報告によると、ヘンリコ郡内には既に37のデータセンターがあり、さらに建設が進んでいる。バージニア北部には世界で最も多くのデータセンターが集中しており、既存施設は400以上、今後さらに数百が計画されている。この地域はワシントンD.C.に近く、バージニアビーチに複数の海底ケーブルが陸揚げされていることから、データ収集の理想的な場所となり、非公式に「データセンター・アレイ」と呼ばれている。

需要増加の結果、ヘンリコ郡および集団購入組織VEGPAの対象となる他のバージニア州政府機関は、来月から24.9%の料金値上げに直面している。ドミニオン・エナジーは値上げの理由を燃料費、インフラ、メンテナンスコストの上昇としているが、住宅所有者や消費者団体はこれに異議を唱えている。バージニア北部の住民は過去3年間に何度も請求額が増加しており、特に冬季には不満が高まっている。さらに、新たな14.7億ドルのガス貯蔵施設の費用が消費者に転嫁された。

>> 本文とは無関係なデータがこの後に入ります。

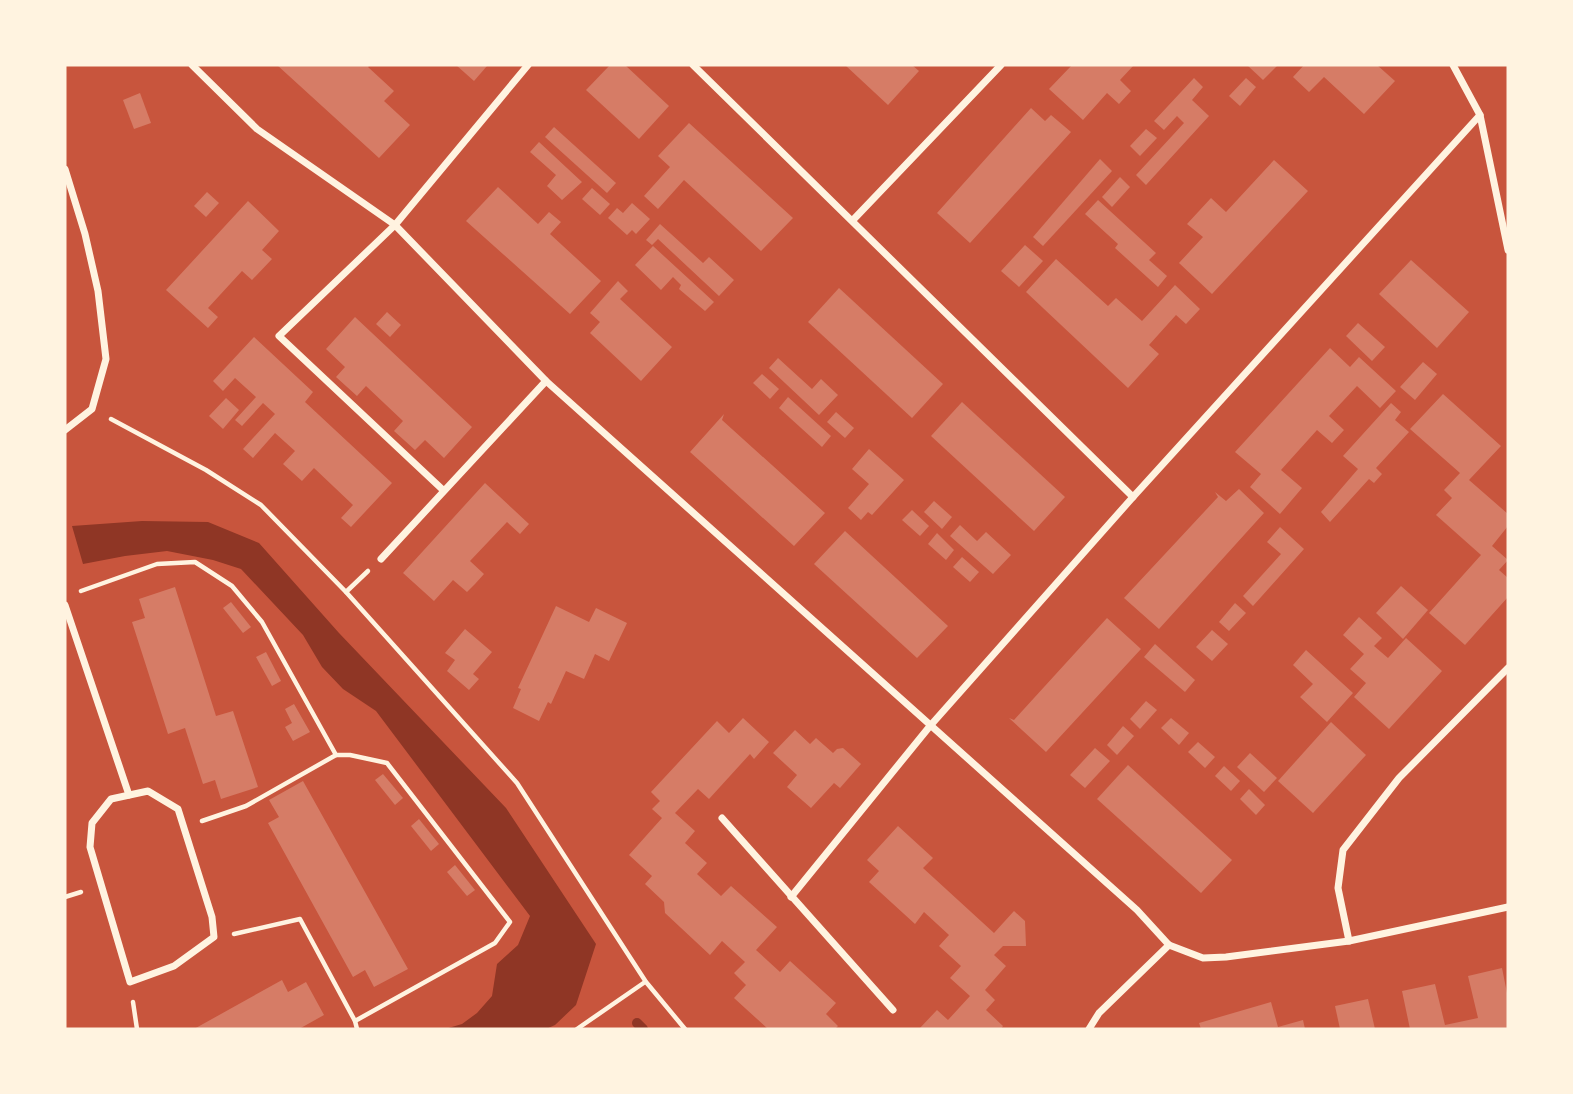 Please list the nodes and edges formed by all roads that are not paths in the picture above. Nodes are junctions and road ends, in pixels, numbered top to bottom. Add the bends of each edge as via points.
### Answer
1 (191, 65) edge
2 (528, 65) edge
3 (693, 65) edge
4 (1001, 65) edge
5 (1453, 65) edge
6 (1480, 116) junction
7 (65, 169) edge
8 (853, 220) junction
9 (395, 225) junction
10 (1508, 250) edge
11 (546, 381) junction
12 (65, 430) edge
13 (443, 491) junction
14 (1133, 497) junction
15 (381, 559) dead end
16 (65, 606) edge
17 (1508, 668) edge
18 (930, 726) junction
19 (129, 795) junction
20 (722, 818) dead end
21 (792, 897) junction
22 (1508, 907) edge
23 (1349, 941) junction
24 (1169, 945) junction
25 (893, 1010) dead end
26 (1089, 1029) edge

1 - 9 street via 257,128
2 - 9 street
3 - 8 street
4 - 8 street
5 - 6 street
6 - 10 street
6 - 14 street
7 - 12 street via 98,291 106,359 92,409
8 - 14 street
9 - 11 street
9 - 13 street via 279,336
11 - 13 street
11 - 18 street
13 - 15 street
14 - 18 street
16 - 19 street
17 - 23 street via 1399,778 1343,850 1338,888
18 - 21 street
18 - 24 street via 1137,910
19 - 19 street via 111,799 92,823 90,847 130,982 174,966 214,937 178,809 148,791
20 - 21 street
21 - 25 street
22 - 23 street
23 - 24 street via 1203,958
24 - 26 street via 1099,1013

エネルギー政策研究所の研究者は、データセンターの需要がなければ新しいガスプラントは必要なかっただろうと述べている。バージニア・エネルギー消費者連合の代表は、燃料費の上昇分が完全に顧客に転嫁されていると考える。ドミニオンはデータセンターが先行コストをより多く支払っていると主張するが、データセンターの需要に応じて送電網が拡大され、一般市民が高い請求書の一部を負担するというフィードバックループの構図を否定するのは難しい。この問題は、AI技術の急速な発展が地域社会に及ぼす影響を浮き彫りにしている。